# What you have to do
Using the entries below, copy exactly each line from the line with "pinky pip: (74, 105)" up to and including the line with "thumb mcp: (235, 264)", with every picture left out.

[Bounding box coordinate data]
........

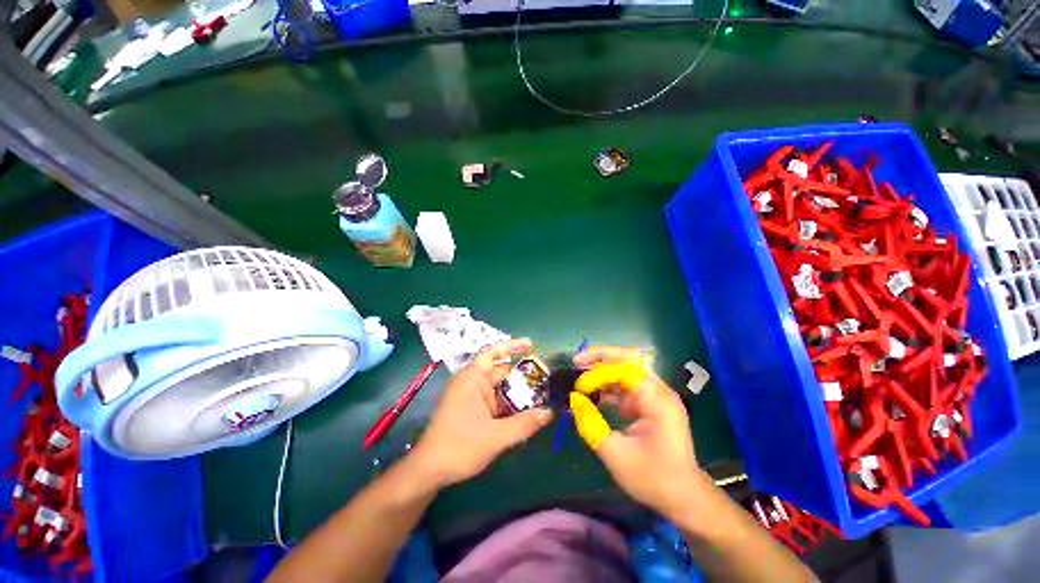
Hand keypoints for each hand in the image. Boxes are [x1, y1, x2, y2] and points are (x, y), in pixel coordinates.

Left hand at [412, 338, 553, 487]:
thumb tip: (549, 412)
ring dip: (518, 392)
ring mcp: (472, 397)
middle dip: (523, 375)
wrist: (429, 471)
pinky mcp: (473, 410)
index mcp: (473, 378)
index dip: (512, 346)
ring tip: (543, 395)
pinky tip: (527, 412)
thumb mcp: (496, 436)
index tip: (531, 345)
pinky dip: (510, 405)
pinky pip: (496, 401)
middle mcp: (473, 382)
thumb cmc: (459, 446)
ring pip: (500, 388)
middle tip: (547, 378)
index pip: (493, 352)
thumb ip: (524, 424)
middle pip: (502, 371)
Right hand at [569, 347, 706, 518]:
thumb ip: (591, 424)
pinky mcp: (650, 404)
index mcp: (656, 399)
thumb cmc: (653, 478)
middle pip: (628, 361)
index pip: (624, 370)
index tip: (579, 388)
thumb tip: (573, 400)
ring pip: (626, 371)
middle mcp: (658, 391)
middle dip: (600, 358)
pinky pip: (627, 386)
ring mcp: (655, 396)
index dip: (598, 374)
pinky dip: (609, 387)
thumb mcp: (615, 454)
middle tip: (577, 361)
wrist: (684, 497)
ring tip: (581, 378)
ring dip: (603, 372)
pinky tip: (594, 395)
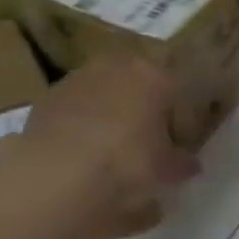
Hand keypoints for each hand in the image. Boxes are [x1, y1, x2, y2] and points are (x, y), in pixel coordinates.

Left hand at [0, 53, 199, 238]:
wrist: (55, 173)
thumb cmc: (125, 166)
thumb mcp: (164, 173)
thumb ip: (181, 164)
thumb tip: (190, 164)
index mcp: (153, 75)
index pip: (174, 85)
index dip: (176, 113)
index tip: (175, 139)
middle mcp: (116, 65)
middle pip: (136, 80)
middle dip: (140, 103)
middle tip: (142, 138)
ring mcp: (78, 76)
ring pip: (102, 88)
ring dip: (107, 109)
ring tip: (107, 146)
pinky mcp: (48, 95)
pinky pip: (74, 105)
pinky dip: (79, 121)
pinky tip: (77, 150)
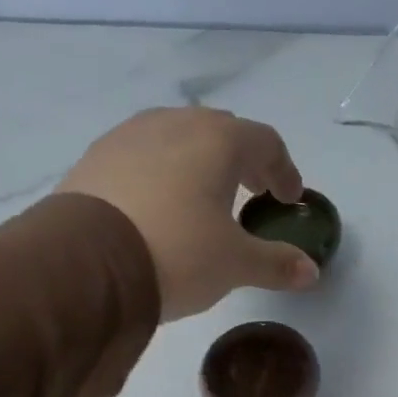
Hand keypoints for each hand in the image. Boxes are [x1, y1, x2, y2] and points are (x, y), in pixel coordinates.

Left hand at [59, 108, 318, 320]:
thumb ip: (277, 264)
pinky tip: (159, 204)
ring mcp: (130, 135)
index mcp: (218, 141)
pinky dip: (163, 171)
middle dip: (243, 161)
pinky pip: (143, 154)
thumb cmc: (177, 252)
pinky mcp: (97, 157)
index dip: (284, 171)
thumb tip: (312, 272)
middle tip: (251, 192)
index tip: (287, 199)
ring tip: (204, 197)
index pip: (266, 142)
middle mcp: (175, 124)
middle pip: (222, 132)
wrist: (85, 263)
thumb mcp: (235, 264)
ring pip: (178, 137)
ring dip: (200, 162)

........

# Output for this task
pinky pip: (74, 105)
pinky dip: (79, 121)
pinky tip: (77, 150)
Hand keypoints for each hand in the image. Boxes are [x1, y1, x2, y2] and points are (x, y), in pixel coordinates.

Left hand at [59, 108, 318, 320]:
thumb ip: (277, 264)
pinky tip: (159, 204)
ring mcp: (130, 135)
index mcp: (218, 141)
pinky dip: (163, 171)
middle dip: (243, 161)
pinky pip: (143, 154)
thumb cmc: (177, 252)
pinky mcp: (97, 157)
index dip: (284, 171)
thumb tip: (312, 272)
middle tip: (251, 192)
index tip: (287, 199)
ring tip: (204, 197)
index pip: (266, 142)
middle mcp: (175, 124)
middle pip: (222, 132)
wrist: (85, 263)
thumb mcp: (235, 264)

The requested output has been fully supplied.